2. Ask for referrals

You’re a consultative, proactive sales professionals who goes above and beyond for your clients. They appreciate you and your solutions, and are likely happy to provide you with a referral if you ask for it! Happy, long-term customers are some of the best seedlings to nurture, and can turn into amazing referral opportunities – you just have to be brave enough to take the first step & ask.

3. LinkedIn

Making frequent posts about your product or service, sharing testimonials from satisfied customers, and monitoring who ‘likes’ or comments on your posts are all easy ways to gauge interest and warm up prospecting calls. You should be connecting with both current and prospective clients and engaging with their posts as well – this keeps your name top-of-mind.

4. Your Network

Who do you have in your network that may be an ideal client (or connected with an ideal client!)? Your suppliers, neighbours, friends, or someone you worked with in the past who has moved to a different company. Try reaching out to set up a call or see if there may be opportunity to work together in a mutually beneficial way.

5. Webinar/Education Sessions

Hosting complimentary, no-obligation webinars or education sessions can be incredible ways to allow your target clients and prospects to learn more about your product or service, become more familiar with you, and provides you with an opportunity to follow-up that isn’t cold-calling.

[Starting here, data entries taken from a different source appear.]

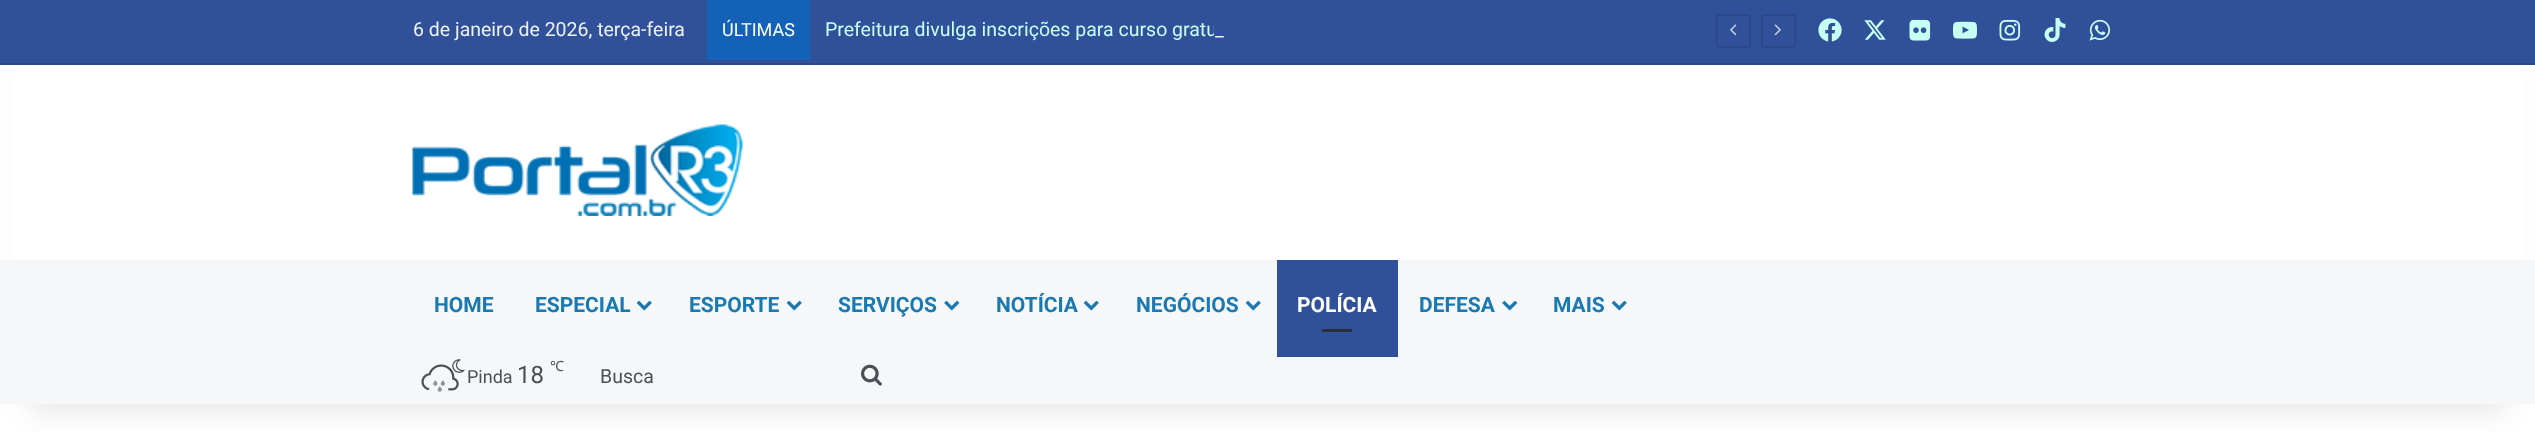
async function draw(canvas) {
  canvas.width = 2535;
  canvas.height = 433;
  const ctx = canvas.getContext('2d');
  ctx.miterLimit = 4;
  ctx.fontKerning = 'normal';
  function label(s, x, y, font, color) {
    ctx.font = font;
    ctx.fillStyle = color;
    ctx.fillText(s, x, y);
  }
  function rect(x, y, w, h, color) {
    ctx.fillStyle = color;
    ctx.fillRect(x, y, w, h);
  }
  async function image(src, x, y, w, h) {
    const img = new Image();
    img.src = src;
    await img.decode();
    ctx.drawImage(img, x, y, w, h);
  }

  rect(0, 0, 2535, 433, '#fff');
  ctx.fillStyle = '#0000001a';
  ctx.filter = 'blur(15px)';
  ctx.beginPath();
  ctx.rect(30, 68, 2475, 343);
  ctx.fill();
  ctx.filter = 'none';
  rect(11, 65, 2513, 195, '#fff');
  rect(0, 0, 2535, 63, '#305099');
  rect(0, 63, 2535, 2, '#2b488a');
  label('6 de janeiro de 2026, terça-feira', 413, 36, '19.5px Roboto', '#edf2f1');
  rect(707, 0, 103, 60, '#1462b7');
  label('ÚLTIMAS', 722, 36, '18px Roboto', '#fff');
  label('Prefeitura divulga inscrições para curso gratu', 825, 36, '19.5px Roboto', '#c6fff3');
  rect(1214, 25, 2, 11, '#305099');
  label('_', 1215, 36, '19.5px Roboto', '#edf2f1');
  ctx.beginPath();
  ctx.roundRect(1717, 15, 33, 32, 2);
  ctx.strokeStyle = '#2b488a';
  ctx.lineWidth = 2;
  ctx.stroke();
  await image('assets/img1.png', 1730, 24, 7, 12);
  ctx.beginPath();
  ctx.roundRect(1762, 15, 33, 32, 2);
  ctx.stroke();
  await image('assets/img2.png', 1774, 24, 7, 12);
  await image('assets/img3.png', 1818, 18, 24, 24);
  await image('assets/img4.png', 1864, 20, 22, 20);
  await image('assets/img5.png', 1909, 19, 22, 22);
  await image('assets/img6.png', 1953, 21, 24, 18);
  await image('assets/img7.png', 1999, 19, 22, 22);
  await image('assets/img8.png', 2044, 18, 22, 24);
  await image('assets/img9.png', 2089, 19, 22, 22);
  await image('assets/img10.png', 412, 124, 331, 92);
  rect(0, 260, 2535, 144, '#f6f7f9');
  label('HOME', 434, 312, 'bold 21px Roboto', '#1a79b1');
  label('ESPECIAL', 535, 312, 'bold 21px Roboto', '#1a79b1');
  await image('assets/img11.png', 636, 300, 16, 11);
  label('ESPORTE', 689, 312, 'bold 21px Roboto', '#1a79b1');
  await image('assets/img11.png', 786, 300, 16, 11);
  label('SERVIÇOS', 838, 312, 'bold 21px Roboto', '#1a79b1');
  await image('assets/img12.png', 944, 300, 16, 11);
  label('NOTÍCIA', 996, 312, 'bold 21px Roboto', '#1a79b1');
  await image('assets/img11.png', 1083, 300, 16, 11);
  label('NEGÓCIOS', 1136, 312, 'bold 21px Roboto', '#1a79b1');
  await image('assets/img11.png', 1245, 300, 16, 11);
  rect(1277, 260, 121, 97, '#305099');
  label('POLÍCIA', 1297, 312, 'bold 21px Roboto', '#fff');
  rect(1322, 329, 30, 3, '#2c2f34');
  label('DEFESA', 1419, 312, 'bold 21px Roboto', '#1a79b1');
  await image('assets/img12.png', 1502, 300, 16, 11);
  label('MAIS', 1553, 312, 'bold 21px Roboto', '#1a79b1');
  await image('assets/img11.png', 1611, 300, 16, 11);
  await image('assets/img13.png', 452, 359, 13, 14);
  await image('assets/img14.png', 421, 364, 38, 27);
  await image('assets/img15.png', 433, 380, 5, 6);
  await image('assets/img16.png', 440, 380, 5, 6);
  await image('assets/img16.png', 437, 386, 5, 6);
  label('Pinda', 467, 383, '18px Roboto', '#4b4f56');
  label('18', 517, 383, '24px Roboto', '#4b4f56');
  label('℃', 550, 371, '14px Noto Sans', '#4b4f56');
  label('Busca', 600, 383, '19.5px Roboto', '#4b4f56');
  await image('assets/img17.png', 861, 364, 21, 22);
}

draw(document.querySelector('canvas'));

Asking whether they had any questions about your webinar or info session, inviting them to any additional sessions you have coming up, or directly setting up a call to learn more about their company & needs all become warmer when you’ve had previous contact.

6. Salespeople in Similar Industries – Swap Contacts

Perhaps you have an old colleague, friend, or fellow salesperson who you’d like to swap contacts with – this allows for you to reference a name when reaching out to any new prospects.

7. Past Tradeshow Leads

Most salespeople walk away from tradeshows with a mile-long list of people to follow-up with – these lists have no expiration date! These people may not remember you specifically, but mentioning the tradeshow already provides you with an ‘in’ and some common ground. Re-visit these lists, search the contacts on LinkedIn to see whether they’re still an ideal client, and follow-up.


Prospecting doesn’t always have to be cold-calling strangers – start nurturing your seedlings to grow your business!

Prospecting doesn’t always have to be cold-calling strangers – start nurturing your seedlings to grow your business! Share on X

Sales Professionals Advice:  Spring is an ideal time to be prospecting before many people begin to take summer holidays.  Who will you contact during this next month to secure business for the rest of the sales year?

Sales Leaders Advice:  Create a fun prospecting blitz to lead & coach your team during the next month, along with daily or weekly huddles to share best prospecting habits and activities.